* Work task:
Determine the number of lines in the data below that contain the string "highway", and respond with that number alone.

========================================================================

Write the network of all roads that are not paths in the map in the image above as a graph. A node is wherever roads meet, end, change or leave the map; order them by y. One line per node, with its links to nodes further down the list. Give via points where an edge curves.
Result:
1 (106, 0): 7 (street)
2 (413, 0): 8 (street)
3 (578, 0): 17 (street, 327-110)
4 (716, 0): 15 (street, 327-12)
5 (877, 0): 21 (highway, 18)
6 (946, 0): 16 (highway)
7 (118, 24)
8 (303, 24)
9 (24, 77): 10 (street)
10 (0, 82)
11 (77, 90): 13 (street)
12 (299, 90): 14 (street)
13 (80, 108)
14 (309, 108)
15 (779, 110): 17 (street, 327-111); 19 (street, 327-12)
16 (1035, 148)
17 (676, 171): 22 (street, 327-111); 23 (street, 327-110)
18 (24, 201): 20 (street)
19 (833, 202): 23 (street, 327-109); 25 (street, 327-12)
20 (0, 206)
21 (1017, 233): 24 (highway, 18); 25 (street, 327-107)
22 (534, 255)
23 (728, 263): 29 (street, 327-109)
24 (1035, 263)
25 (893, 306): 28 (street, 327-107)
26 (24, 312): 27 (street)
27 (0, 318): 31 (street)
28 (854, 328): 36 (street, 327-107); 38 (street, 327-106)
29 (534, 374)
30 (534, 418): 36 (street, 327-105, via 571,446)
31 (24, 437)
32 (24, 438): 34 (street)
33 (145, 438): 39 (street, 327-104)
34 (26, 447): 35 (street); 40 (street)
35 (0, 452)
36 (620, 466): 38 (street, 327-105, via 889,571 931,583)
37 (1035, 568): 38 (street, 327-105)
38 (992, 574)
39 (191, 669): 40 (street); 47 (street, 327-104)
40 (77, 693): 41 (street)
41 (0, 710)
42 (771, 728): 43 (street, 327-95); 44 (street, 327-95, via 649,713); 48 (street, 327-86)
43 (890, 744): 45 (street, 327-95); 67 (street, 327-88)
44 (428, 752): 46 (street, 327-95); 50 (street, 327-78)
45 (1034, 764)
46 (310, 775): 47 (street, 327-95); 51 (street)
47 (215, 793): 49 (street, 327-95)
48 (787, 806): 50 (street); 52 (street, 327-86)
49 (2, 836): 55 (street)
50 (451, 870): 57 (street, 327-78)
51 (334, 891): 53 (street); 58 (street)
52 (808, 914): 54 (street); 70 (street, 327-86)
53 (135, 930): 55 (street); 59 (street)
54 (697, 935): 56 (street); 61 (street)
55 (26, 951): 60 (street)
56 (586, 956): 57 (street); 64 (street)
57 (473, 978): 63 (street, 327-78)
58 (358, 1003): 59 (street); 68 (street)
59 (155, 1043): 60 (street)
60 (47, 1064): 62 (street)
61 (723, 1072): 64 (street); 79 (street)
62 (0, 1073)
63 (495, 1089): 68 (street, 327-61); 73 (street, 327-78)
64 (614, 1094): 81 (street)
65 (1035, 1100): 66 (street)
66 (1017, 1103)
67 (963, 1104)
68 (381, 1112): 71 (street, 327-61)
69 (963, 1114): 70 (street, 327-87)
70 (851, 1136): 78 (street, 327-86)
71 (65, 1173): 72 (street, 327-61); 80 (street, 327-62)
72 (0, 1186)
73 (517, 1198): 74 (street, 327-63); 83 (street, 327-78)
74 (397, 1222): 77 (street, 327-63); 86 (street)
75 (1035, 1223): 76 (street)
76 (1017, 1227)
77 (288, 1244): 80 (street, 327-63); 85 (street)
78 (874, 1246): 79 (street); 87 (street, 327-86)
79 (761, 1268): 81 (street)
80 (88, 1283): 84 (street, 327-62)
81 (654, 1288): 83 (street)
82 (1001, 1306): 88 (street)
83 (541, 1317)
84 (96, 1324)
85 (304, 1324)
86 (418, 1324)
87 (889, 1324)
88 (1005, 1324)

========================================================================

* Exercise result:
3